Thanet Council’s all powerful, Labour controlled, Cabinet will decide on Thursday 14 March whether to purchase the Glendevon Guest House on Turo Road, Ramsgate for £650,000 plus a further £45,000 costs to covert the property into eight self-contained flats to house individuals and families who are in urgent housing need.
This is an excellent proposal. In fact TDC should purchase a lot more property to accommodate people in urgent housing need. The council should also be building hundreds, if not thousands, of low rent council houses on brown field sites powered by solar electric and kept warm by high standard insulation and efficient heat pumps.
But, when it comes to spending public money all procurement processes, including the acquisition of desperately needed social housing, must be scrupulously transparent and able to demonstrate that tax payers cash has been spent wisely.
In the case of the Glendevon Guest Hosue this does not appear to be the case. One of the current owners of the Glendevon, Rebekah Smith, is a long-time employee of Ramsgate Town Council (RTC) where she has worked as the town promoter for over eight years. Along with her partner she purchased the Glendevon hotel in 2006 for £340,000.
Unbelievably, when consulted by Thanet Council on 7th September 2023 about a planning application to change the Glendevon into a House of Multiple Occupation (HMO), neither Ramsgate Town Council’s clerk, its chairman Cllr Steve Albon, or any other of its elected councillors, all of whom must have known that their employee Rebekah Smith owned the property, thought to call in the application for further consideration.
Nor, to the best of my knowledge did any of them seek advice from TDCs Monitoring Officer about how best to manage what was and remains a potential conflict of interest.

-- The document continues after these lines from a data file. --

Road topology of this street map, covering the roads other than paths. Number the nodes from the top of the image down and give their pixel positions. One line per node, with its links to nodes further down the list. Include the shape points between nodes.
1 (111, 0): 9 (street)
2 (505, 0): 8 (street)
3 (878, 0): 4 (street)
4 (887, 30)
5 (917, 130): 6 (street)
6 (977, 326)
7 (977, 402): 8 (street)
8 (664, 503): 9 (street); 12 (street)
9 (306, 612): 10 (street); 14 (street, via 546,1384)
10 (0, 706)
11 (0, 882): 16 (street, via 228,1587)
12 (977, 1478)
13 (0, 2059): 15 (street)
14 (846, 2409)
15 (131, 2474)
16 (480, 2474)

To my surprise the report recommending the purchase of the Glendevon which will be discussed by a meeting of Thanet Council’s Cabinet on 14th March, makes no mention of the fact that the property belongs to someone whose salary is being paid for from the council Tax.

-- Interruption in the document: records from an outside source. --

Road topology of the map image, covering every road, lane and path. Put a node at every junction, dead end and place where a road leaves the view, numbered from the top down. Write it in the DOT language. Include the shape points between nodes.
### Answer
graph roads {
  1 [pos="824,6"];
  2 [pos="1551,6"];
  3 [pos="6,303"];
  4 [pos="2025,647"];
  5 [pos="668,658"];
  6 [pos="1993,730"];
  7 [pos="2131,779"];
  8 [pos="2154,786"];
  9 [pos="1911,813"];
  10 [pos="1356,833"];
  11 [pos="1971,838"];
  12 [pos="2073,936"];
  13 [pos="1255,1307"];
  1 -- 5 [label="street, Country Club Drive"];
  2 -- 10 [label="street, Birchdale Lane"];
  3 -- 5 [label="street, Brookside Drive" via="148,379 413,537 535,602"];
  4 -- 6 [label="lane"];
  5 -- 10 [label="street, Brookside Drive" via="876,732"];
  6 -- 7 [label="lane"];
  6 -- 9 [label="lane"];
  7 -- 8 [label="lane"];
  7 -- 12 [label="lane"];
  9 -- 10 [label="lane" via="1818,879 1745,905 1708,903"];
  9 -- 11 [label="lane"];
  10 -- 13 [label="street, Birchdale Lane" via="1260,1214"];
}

Nor, in a highly sensitive situation such as this, does the report mention whether the council offer of £650,000 to buy the property has been based upon several independent valuations.
I am not suggesting for a moment that Ms Smith, or anyone else, is misbehaving or acting unlawfully. What I am saying is that where public money is involved and where the beneficiary of the sale is a employee of the purchaser, there must be a clear and transparent audit trail to demonstrate that best value for the taxpayer has been achieved.

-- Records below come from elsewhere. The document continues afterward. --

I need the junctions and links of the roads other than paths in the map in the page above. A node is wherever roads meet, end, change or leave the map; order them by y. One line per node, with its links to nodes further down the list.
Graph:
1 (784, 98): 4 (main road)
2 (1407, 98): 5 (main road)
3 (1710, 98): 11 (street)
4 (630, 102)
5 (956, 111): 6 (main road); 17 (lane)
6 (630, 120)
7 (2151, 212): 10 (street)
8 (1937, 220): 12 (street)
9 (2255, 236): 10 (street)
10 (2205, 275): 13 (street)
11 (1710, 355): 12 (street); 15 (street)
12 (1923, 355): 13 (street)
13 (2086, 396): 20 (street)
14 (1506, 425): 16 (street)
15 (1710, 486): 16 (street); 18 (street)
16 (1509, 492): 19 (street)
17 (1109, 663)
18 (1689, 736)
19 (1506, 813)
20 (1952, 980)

Even though there may genuinely be nothing to see here the advice is, and always has been, if a process appears to be conflicted or able to be manipulated or exploited for financial or any other gain, it is always best to over declare than under declare any concerns.
But of course this is TDC and RTC where the normal rules of honesty, integrity and probity don’t apply.
Remember just 2 short years ago TDC was ruthlessly criticized by its external auditor and an independent investigator for overseeing some of the worst governance arrangements in the country.
It seems to me that some RTC and TDC have demonstrated once again that they learned nothing from the past.